• What to work on: Please read the records below and return each line holding the string "paths".
[Opening Data to use section]
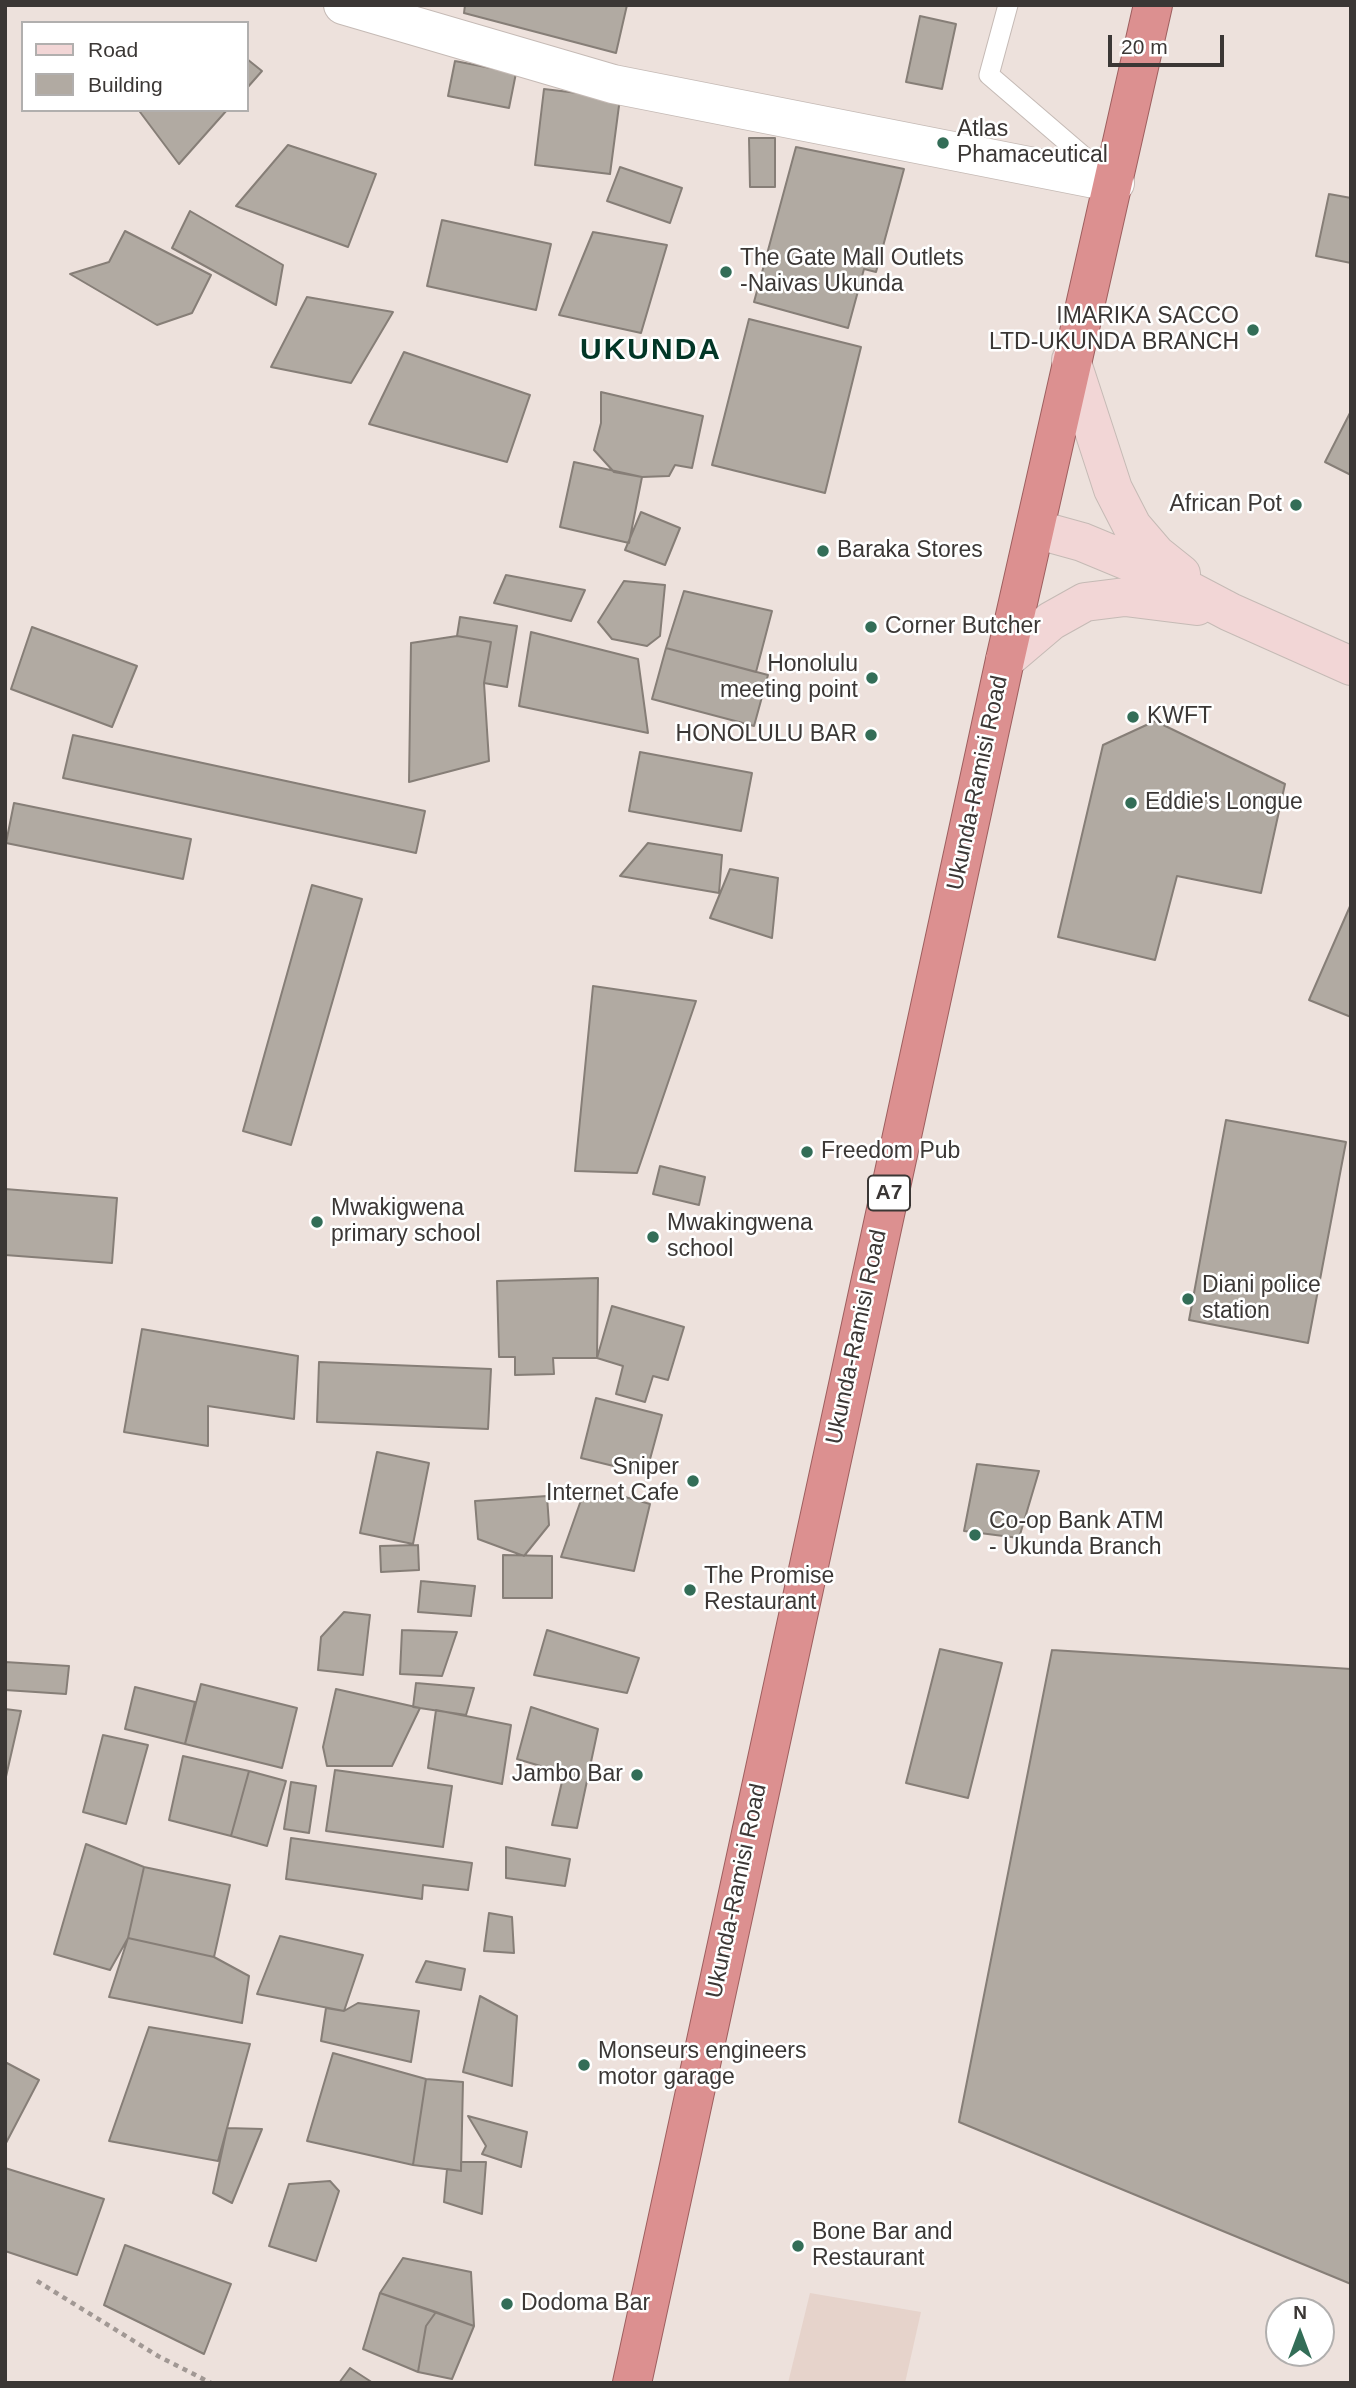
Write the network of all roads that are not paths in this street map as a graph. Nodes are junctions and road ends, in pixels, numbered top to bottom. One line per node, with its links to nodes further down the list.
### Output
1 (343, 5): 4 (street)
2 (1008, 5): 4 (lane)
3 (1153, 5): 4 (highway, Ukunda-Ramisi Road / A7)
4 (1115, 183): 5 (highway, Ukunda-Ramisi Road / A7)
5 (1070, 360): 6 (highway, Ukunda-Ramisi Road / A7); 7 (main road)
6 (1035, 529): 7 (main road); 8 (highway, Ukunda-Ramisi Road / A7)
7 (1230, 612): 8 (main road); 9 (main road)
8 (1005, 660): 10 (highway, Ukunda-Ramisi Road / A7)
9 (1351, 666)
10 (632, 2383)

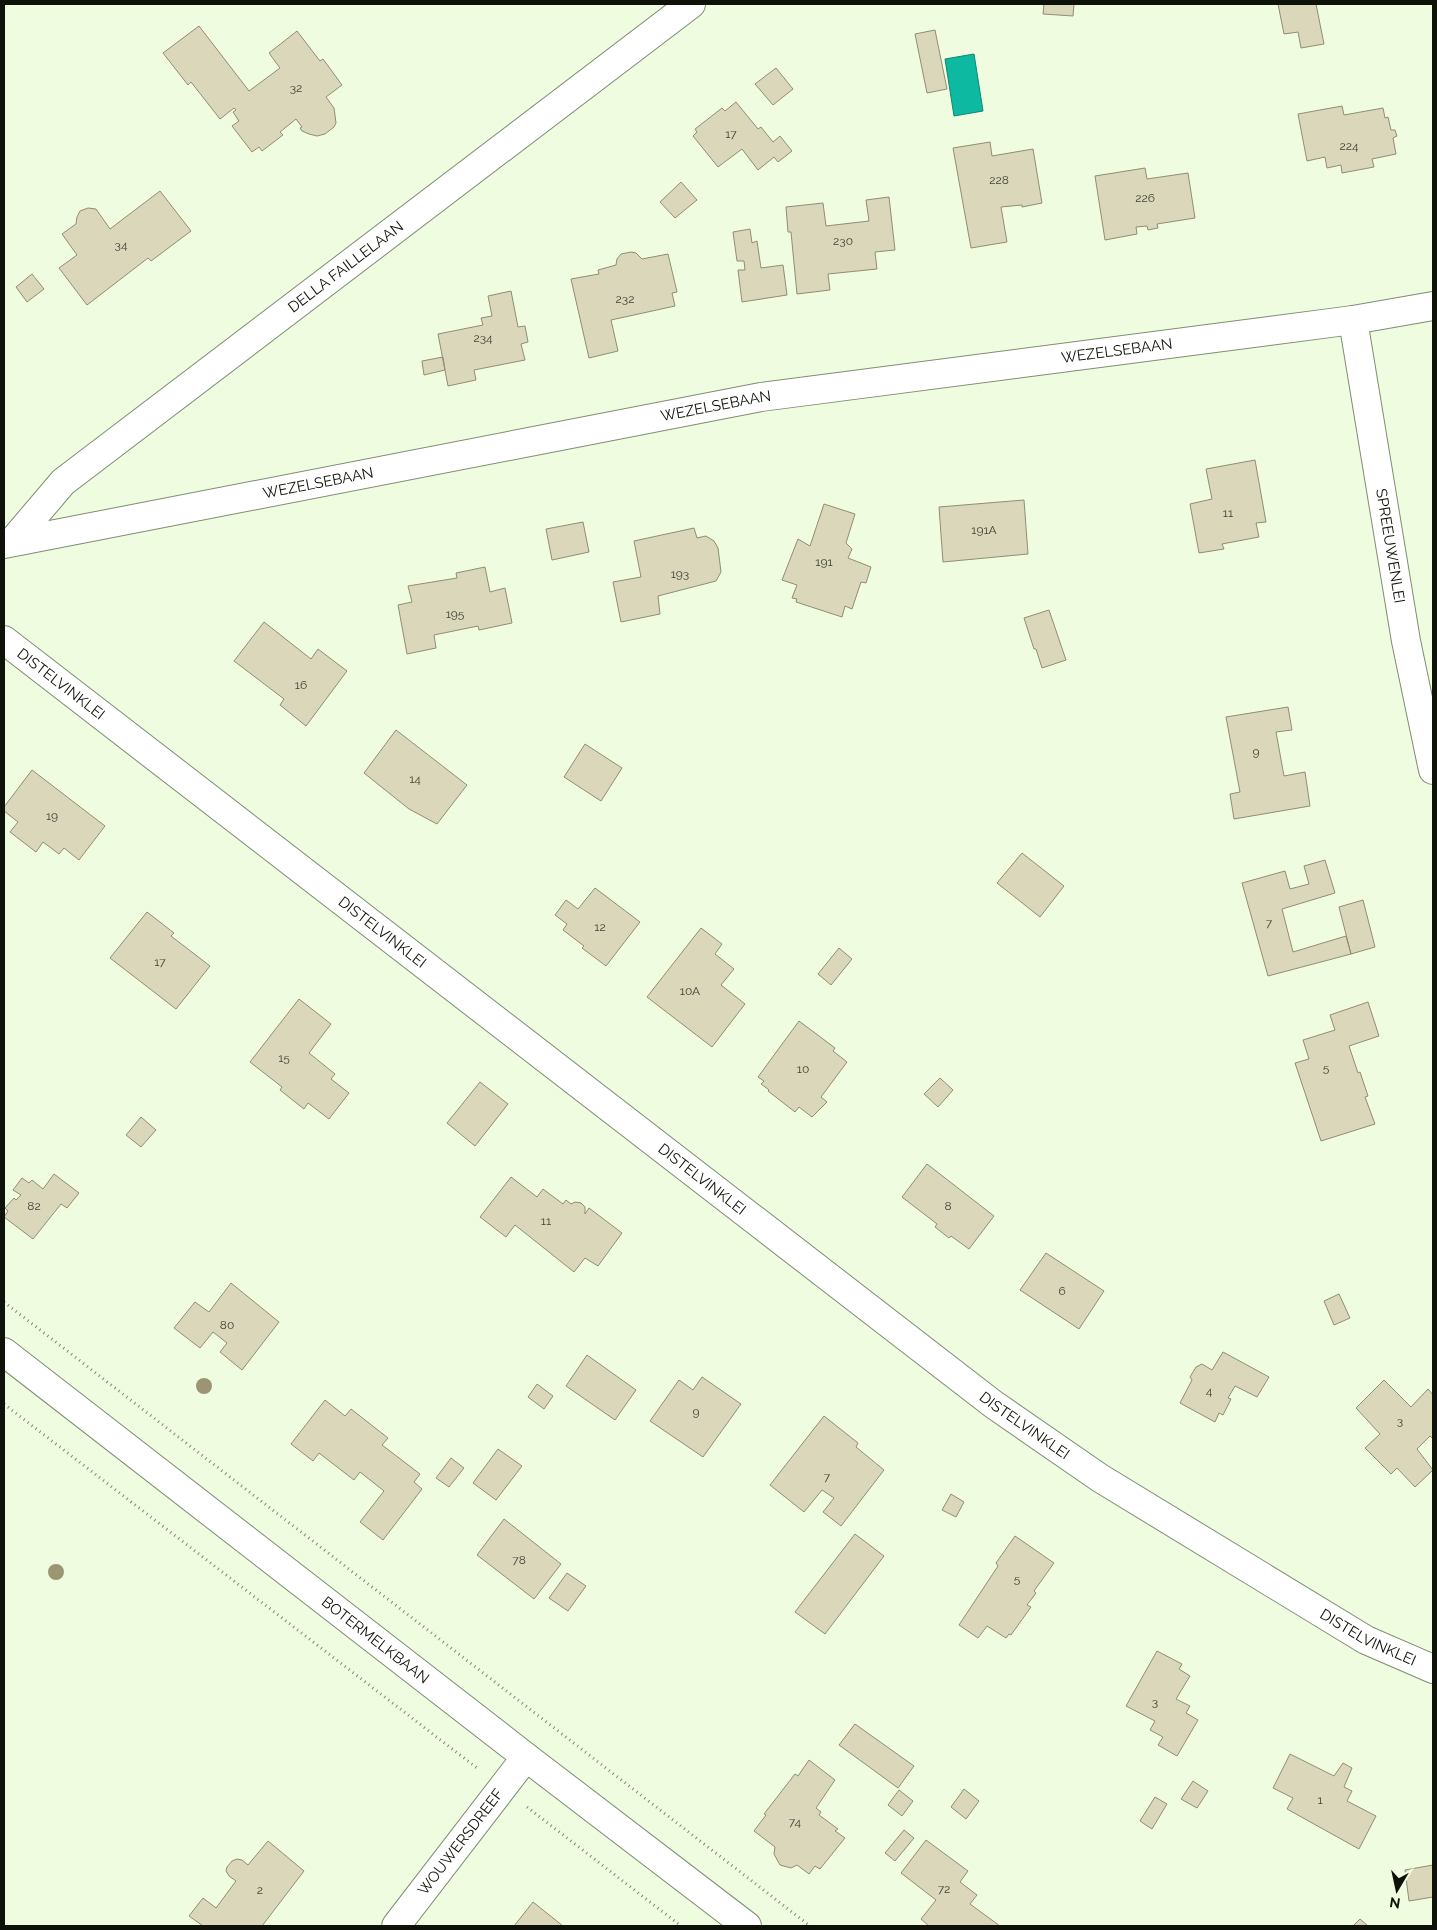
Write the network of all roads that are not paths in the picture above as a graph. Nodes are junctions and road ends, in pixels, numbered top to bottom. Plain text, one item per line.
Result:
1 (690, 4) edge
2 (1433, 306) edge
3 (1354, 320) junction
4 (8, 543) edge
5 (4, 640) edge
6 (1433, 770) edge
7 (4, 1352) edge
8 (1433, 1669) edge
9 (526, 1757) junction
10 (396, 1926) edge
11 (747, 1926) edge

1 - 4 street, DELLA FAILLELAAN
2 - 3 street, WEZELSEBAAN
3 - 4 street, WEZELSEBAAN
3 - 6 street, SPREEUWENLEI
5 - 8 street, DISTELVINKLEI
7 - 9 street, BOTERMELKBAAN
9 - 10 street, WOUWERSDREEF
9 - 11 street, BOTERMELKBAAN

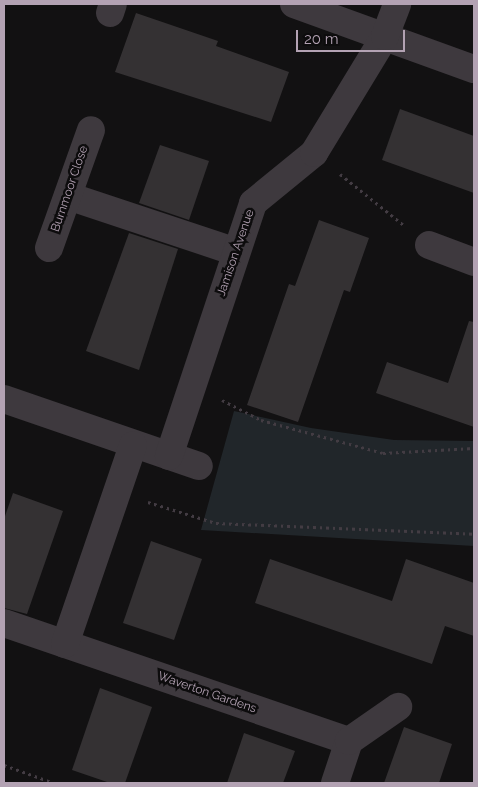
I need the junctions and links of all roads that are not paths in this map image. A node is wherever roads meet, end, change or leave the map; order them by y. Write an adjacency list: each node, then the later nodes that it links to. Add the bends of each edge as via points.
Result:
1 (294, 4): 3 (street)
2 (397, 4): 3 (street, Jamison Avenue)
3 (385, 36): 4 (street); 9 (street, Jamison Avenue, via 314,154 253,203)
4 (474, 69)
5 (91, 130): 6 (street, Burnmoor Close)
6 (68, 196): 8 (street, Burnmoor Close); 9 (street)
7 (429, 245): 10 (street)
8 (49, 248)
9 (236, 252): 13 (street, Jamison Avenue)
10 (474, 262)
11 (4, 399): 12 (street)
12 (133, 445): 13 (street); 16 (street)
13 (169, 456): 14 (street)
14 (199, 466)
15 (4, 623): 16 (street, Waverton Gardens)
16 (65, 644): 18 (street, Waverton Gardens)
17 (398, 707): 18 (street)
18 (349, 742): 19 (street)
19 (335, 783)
[Closing Data to use section]
• Solution to this task:
Write the network of all roads that are not paths in this street map as a graph. Nodes are junctions and road ends, in pixels, numbered top to bottom. One line per node, with its links to nodes further down the list.
Write the network of all roads that are not paths in the picture above as a graph. Nodes are junctions and road ends, in pixels, numbered top to bottom. Plain text, one item per line.
I need the junctions and links of all roads that are not paths in this map image. A node is wherever roads meet, end, change or leave the map; order them by y. Write an adjacency list: each node, then the later nodes that it links to. Add the bends of each edge as via points.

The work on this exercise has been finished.